(Data block)
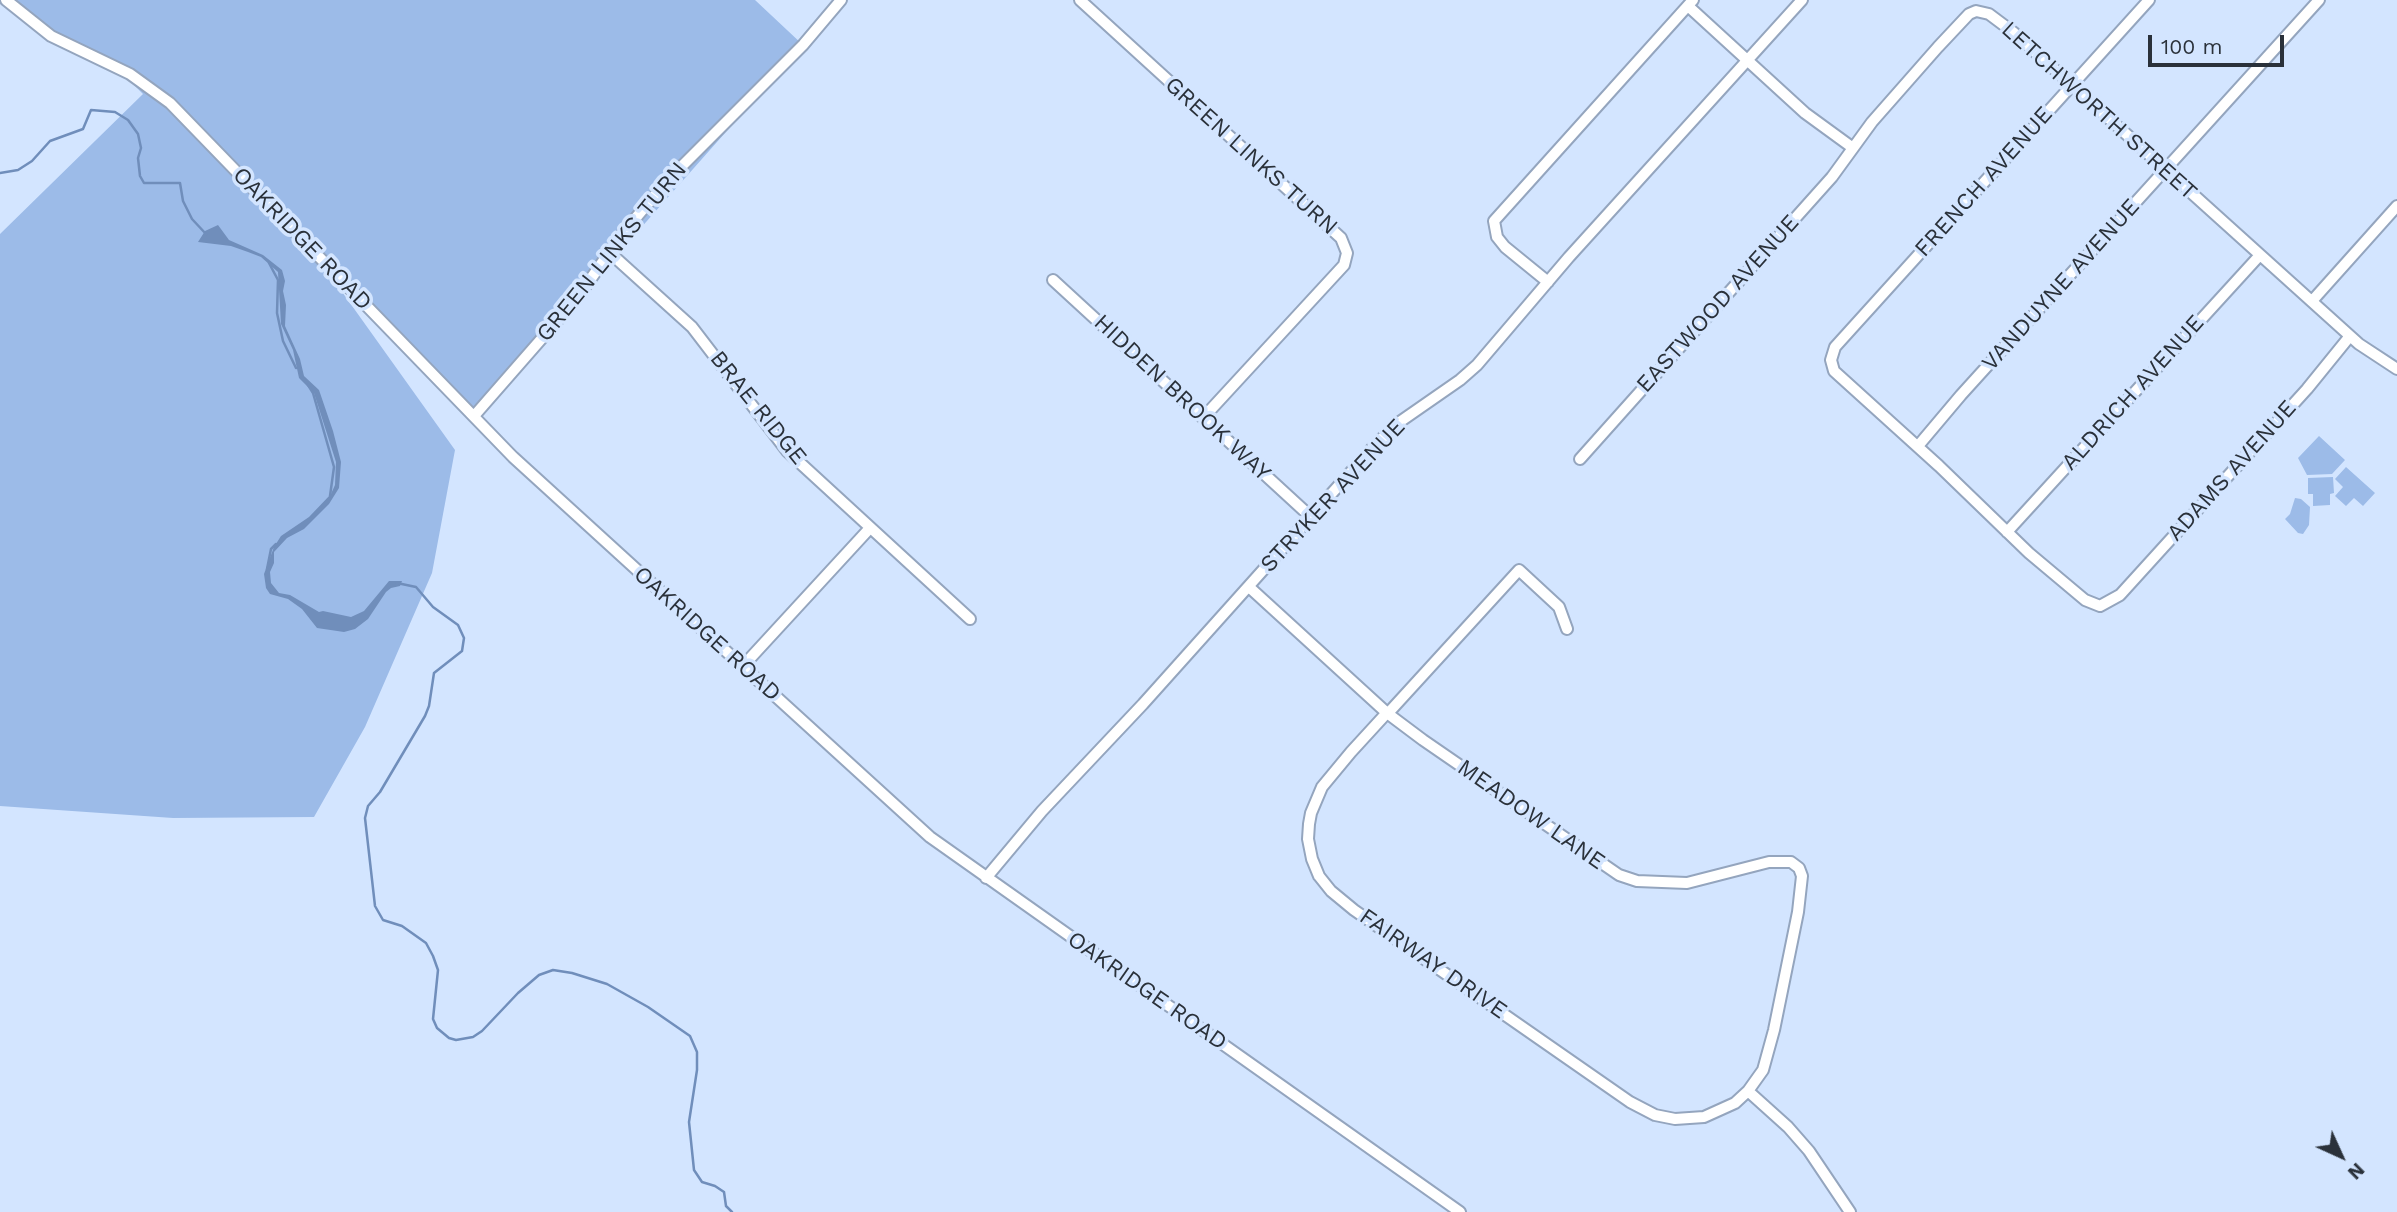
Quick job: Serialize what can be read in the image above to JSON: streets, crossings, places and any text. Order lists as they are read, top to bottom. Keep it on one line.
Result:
{"streets":{"street":["LETCHWORTH STREET","GREEN LINKS TURN","FRENCH AVENUE","OAKRIDGE ROAD","VANDUYNE AVENUE","EASTWOOD AVENUE","ALDRICH AVENUE","HIDDEN BROOK WAY","BRAE RIDGE","ADAMS AVENUE","STRYKER AVENUE","MEADOW LANE","FAIRWAY DRIVE"]},"crossings":[["LETCHWORTH STREET","FRENCH AVENUE"],["LETCHWORTH STREET","VANDUYNE AVENUE"],["LETCHWORTH STREET","EASTWOOD AVENUE"],["LETCHWORTH STREET","ALDRICH AVENUE"],["LETCHWORTH STREET","ADAMS AVENUE"],["GREEN LINKS TURN","OAKRIDGE ROAD"],["GREEN LINKS TURN","HIDDEN BROOK WAY"],["GREEN LINKS TURN","BRAE RIDGE"],["FRENCH AVENUE","VANDUYNE AVENUE"],["OAKRIDGE ROAD","STRYKER AVENUE"],["ALDRICH AVENUE","ADAMS AVENUE"],["HIDDEN BROOK WAY","STRYKER AVENUE"],["STRYKER AVENUE","MEADOW LANE"],["MEADOW LANE","FAIRWAY DRIVE"]],"scale_bar":"100 m","north":"bottom right"}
(End Data block)
Problem to solve: Write the listing again exactly, duplicating every line and skipping the pictures.

Solution to the exercise:
Quick job: Serialize what can be read in the image above to JSON: streets, crossings, places and any text. Order lists as they are read, top to bottom. Keep it on one line.
Result:
{"streets":{"street":["LETCHWORTH STREET","GREEN LINKS TURN","FRENCH AVENUE","OAKRIDGE ROAD","VANDUYNE AVENUE","EASTWOOD AVENUE","ALDRICH AVENUE","HIDDEN BROOK WAY","BRAE RIDGE","ADAMS AVENUE","STRYKER AVENUE","MEADOW LANE","FAIRWAY DRIVE"]},"crossings":[["LETCHWORTH STREET","FRENCH AVENUE"],["LETCHWORTH STREET","VANDUYNE AVENUE"],["LETCHWORTH STREET","EASTWOOD AVENUE"],["LETCHWORTH STREET","ALDRICH AVENUE"],["LETCHWORTH STREET","ADAMS AVENUE"],["GREEN LINKS TURN","OAKRIDGE ROAD"],["GREEN LINKS TURN","HIDDEN BROOK WAY"],["GREEN LINKS TURN","BRAE RIDGE"],["FRENCH AVENUE","VANDUYNE AVENUE"],["OAKRIDGE ROAD","STRYKER AVENUE"],["ALDRICH AVENUE","ADAMS AVENUE"],["HIDDEN BROOK WAY","STRYKER AVENUE"],["STRYKER AVENUE","MEADOW LANE"],["MEADOW LANE","FAIRWAY DRIVE"]],"scale_bar":"100 m","north":"bottom right"}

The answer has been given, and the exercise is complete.